Семейная жизнь Анненского осталась для меня загадкой. Жена его, рожденная Хмара-Борщевская, была совсем странной фигурой. Казалась гораздо старше его, набеленная, жуткая, призрачная, в парике, с наклеенными бровями; раз, за чайным столом, смотрю — одна бровь поползла кверху, и всё бледное лицо ее с горбатым носом и вялым опущенным ртом перекосилось. При чужих она всегда молчала; Анненский никогда не говорил с ней. Какую роль сыграла она в его жизни? Почему именно ей суждено было сделаться матерью его сына, Валентина?

Этот единственный сын, которого Иннокентий Федорович нежно любил, воспитал и образовал с большой заботливостью, был по облику своему, и духовному и внешнему, какой-то противоположностью отцу. Добродушный малый и всем сердцем ему преданный, но до удивления ничем его не напоминавший, ни наружностью, ни умом, ни манерой себя держать. Чтобы доставить удовольствие Иннокентию Федоровичу, я попробовал было поручить Кривичу какую-то рубрику в литературной хронике «Аполлона», но после первого же опыта пришлось отказаться от его сотрудничества (хоть я и сохранял с ним и его женой самые добрые отношения). После кончины отца Кривич выказал примерное рвение к его памяти, заботливо привел в порядок его писательское наследие, тщательно издал «Кипарисовый ларец». Не припомню я, однако, ничего написанного им ни до, ни после революции, что могло бы послужить для душевной биографии отца, а сам Анненский, если и говорил о своей сердечной скорби, то всегда полушутливо, из гордости, и как о чем-то исходящем из его «трансцендентной» печали.

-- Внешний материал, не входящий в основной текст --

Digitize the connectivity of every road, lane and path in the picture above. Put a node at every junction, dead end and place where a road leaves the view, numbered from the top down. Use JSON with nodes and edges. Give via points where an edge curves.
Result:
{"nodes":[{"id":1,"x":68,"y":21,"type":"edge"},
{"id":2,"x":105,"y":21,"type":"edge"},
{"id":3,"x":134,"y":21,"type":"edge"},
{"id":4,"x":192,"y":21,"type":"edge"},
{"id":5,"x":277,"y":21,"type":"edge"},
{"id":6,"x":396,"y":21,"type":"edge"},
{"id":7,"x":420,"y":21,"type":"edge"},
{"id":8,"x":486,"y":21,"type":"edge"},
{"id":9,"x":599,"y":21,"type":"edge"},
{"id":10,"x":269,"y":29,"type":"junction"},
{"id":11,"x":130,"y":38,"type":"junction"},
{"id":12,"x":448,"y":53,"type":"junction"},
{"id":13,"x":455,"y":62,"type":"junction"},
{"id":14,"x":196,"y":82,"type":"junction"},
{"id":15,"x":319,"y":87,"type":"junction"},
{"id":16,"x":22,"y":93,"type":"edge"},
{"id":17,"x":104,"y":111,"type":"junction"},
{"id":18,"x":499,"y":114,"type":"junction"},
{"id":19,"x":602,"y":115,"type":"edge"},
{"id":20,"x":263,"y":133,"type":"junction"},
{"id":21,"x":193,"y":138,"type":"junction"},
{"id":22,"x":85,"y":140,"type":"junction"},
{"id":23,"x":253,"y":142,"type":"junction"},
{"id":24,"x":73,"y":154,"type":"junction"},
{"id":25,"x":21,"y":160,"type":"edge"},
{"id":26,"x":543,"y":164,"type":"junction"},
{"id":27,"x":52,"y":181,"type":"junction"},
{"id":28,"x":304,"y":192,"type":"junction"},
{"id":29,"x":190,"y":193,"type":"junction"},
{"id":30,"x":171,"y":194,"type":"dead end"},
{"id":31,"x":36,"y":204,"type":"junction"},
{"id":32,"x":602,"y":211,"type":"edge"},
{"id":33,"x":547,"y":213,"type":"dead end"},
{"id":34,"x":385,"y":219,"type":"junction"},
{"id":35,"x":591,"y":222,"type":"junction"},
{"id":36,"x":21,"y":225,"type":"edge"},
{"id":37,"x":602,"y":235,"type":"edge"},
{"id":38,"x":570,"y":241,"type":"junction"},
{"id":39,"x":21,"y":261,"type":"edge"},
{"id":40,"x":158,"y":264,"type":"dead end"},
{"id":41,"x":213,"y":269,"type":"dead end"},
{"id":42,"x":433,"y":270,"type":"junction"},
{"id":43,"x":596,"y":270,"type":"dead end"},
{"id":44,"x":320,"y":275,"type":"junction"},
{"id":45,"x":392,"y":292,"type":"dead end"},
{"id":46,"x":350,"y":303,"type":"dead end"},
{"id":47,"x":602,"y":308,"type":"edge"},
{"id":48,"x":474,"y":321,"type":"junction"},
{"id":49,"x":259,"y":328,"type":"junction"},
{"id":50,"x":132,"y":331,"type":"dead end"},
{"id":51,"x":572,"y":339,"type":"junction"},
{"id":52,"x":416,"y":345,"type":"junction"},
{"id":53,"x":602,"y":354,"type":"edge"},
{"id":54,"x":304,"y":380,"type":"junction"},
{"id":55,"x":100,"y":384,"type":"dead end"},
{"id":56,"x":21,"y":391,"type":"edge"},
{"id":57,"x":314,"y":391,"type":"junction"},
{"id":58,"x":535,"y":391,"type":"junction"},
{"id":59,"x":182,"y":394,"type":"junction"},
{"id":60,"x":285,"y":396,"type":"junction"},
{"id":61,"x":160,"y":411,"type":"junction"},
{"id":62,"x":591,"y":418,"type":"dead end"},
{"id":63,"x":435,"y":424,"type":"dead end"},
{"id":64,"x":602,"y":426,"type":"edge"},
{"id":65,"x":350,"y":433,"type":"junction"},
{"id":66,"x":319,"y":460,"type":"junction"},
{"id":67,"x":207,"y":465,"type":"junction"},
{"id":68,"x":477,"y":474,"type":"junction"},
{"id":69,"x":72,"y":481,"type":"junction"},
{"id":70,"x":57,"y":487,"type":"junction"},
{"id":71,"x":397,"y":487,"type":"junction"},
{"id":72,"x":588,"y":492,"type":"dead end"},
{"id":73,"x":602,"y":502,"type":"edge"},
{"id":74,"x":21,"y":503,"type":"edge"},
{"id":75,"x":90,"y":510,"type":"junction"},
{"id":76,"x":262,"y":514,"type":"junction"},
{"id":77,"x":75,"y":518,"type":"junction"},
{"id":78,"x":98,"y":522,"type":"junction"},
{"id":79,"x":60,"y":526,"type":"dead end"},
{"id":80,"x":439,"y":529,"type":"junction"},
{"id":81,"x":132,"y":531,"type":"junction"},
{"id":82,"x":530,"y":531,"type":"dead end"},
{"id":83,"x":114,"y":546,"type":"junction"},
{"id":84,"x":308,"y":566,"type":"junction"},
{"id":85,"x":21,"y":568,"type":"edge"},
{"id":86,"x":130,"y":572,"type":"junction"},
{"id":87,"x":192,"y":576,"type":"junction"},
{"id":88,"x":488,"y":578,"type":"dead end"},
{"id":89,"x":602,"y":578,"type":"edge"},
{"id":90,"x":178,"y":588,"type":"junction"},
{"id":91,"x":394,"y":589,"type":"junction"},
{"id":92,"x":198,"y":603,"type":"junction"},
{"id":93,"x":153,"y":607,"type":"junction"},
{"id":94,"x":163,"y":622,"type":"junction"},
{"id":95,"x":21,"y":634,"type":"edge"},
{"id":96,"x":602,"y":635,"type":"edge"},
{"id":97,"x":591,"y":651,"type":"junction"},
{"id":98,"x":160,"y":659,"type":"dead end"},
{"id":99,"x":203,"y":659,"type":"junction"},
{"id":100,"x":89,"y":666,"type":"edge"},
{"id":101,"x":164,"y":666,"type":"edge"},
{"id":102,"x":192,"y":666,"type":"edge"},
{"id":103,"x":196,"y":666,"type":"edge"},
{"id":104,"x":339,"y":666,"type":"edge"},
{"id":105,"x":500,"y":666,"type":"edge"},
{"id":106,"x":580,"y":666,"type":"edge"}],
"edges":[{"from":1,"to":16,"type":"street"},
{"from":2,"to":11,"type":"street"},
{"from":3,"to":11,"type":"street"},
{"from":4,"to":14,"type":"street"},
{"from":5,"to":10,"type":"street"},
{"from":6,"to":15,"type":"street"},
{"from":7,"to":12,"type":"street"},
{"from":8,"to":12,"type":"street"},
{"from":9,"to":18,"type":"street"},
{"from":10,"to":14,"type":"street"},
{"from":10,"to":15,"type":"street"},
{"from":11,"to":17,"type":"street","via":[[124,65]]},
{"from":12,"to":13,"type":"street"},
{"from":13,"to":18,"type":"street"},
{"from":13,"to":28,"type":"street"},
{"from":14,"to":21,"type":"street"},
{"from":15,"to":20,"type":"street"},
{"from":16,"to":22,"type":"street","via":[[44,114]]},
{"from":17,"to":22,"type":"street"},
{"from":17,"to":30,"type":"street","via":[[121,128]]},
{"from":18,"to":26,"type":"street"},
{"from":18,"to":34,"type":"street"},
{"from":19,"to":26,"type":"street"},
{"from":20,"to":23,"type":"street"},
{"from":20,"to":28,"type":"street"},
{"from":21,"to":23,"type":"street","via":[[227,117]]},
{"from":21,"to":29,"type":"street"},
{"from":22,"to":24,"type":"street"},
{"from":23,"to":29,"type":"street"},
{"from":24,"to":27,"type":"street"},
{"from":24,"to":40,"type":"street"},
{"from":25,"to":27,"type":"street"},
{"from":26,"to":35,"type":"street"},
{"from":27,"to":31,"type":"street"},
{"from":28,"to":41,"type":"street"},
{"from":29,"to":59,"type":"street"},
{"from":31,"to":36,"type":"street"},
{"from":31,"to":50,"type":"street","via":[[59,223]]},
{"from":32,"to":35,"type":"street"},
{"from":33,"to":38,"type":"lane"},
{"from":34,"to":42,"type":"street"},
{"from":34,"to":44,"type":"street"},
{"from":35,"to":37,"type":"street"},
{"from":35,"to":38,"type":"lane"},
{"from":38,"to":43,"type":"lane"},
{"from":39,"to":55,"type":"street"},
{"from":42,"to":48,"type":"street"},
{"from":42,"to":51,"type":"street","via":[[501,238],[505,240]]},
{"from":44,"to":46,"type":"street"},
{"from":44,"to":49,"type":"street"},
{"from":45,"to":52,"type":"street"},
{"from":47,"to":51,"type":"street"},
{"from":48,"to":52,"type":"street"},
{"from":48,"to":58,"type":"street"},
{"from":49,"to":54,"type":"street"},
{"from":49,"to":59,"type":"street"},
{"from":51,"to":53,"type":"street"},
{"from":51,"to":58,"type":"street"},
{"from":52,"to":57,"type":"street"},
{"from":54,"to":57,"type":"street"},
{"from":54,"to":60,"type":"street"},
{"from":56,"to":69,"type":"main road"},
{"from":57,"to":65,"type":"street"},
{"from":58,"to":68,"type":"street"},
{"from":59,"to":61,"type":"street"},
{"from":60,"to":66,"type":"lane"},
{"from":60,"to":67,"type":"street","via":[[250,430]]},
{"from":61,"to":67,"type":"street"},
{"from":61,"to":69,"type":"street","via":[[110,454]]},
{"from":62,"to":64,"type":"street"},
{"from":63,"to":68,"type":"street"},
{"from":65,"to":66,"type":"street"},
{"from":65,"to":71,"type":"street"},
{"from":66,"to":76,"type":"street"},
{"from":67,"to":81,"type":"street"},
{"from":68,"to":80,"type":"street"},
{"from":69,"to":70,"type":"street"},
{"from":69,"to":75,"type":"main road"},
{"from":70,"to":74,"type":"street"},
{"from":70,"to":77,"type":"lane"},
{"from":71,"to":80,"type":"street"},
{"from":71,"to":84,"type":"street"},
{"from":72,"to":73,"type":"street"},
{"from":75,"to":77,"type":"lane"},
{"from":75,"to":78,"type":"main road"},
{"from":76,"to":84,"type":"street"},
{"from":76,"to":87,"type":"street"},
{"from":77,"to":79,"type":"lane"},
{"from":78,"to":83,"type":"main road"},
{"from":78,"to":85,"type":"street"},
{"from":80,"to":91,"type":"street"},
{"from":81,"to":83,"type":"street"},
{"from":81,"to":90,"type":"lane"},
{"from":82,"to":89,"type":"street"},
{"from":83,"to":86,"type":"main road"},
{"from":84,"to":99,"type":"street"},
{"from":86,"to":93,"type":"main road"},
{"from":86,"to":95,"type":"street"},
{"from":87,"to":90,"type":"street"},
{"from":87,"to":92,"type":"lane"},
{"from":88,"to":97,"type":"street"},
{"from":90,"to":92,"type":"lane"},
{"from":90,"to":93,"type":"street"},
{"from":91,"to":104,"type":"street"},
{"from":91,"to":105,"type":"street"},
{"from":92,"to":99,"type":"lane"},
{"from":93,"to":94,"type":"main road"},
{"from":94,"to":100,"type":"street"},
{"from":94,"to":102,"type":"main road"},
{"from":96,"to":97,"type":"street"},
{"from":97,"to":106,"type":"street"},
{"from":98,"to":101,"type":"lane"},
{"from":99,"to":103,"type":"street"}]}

Старые личные счеты с жизнью, неутоленный и затаенный эрос пронизывают и поэзию «Тихих песен» и «Кипарисового ларца» и «Книги отражений» и даже «Эврипида», не говоря уж об упомянутых трагедиях: «Лаодамия», «Мксион», «Меланиппа», «Фамира Кифаред», — однако это не объясняет Анненского-творца, почти всегда говорящего не о себе только, но о тоске всех безверных, всех не победивших в себе рассудочной логики. Если же, от безверья, страдал он глубже и безнадежнее других, то оттого, что всё сознавал сильнее и окончательнее, чем обыкновенные смертные. Во всяком случае, не от узко личных причин (от болезни, в частности) проистекала «траурность» Анненского, заставлявшая его пристально вчитываться в лермонтовского «Демона», в «Романцеро» Гейне, в «Гамлета» и другие произведения, отразившие тревогу и мятеж уязвленного и отчаявшегося сознания.

В этом смысле я считаю почти клеветой статью В. Ф. Ходасевича (всеми прочитанную в свое время), где критик объясняет поэзию Анненского испугом перед смертью. Тут высокомерно-острый Ходасевич грешит грубоватой предвзятостью. До нельзя упростил он «пессимизм» поэта, не захотел вдуматься в его «испуг», свел этот испуг к почти животному страху уничтожения в связи с сердечной болезнью… Нет, люди такого духовного склада, как Анненский, не боятся физиологически смерти. Испуг, даже ужас Анненского, разумеется, совсем другого, метафизического, порядка и звучит он скорее как страх жизни, а не страх смерти. Этот ужас роднит его со многими поэтами позднего девятнадцатого века, потерявшими, отвергшими, из сердца изгнавшими Бога, — для них земное существование воистину обратилось в «дьяволов водевиль». И Анненский дает почувствовать как никто, до конца, до последнего отчаяния, в непосредственных взятых из жизни образах, этот вечный холод стерегущего небытия и, как бы негодуя на смерть, подчеркивает оскорбительное уродство ее телесной и бытовой личины.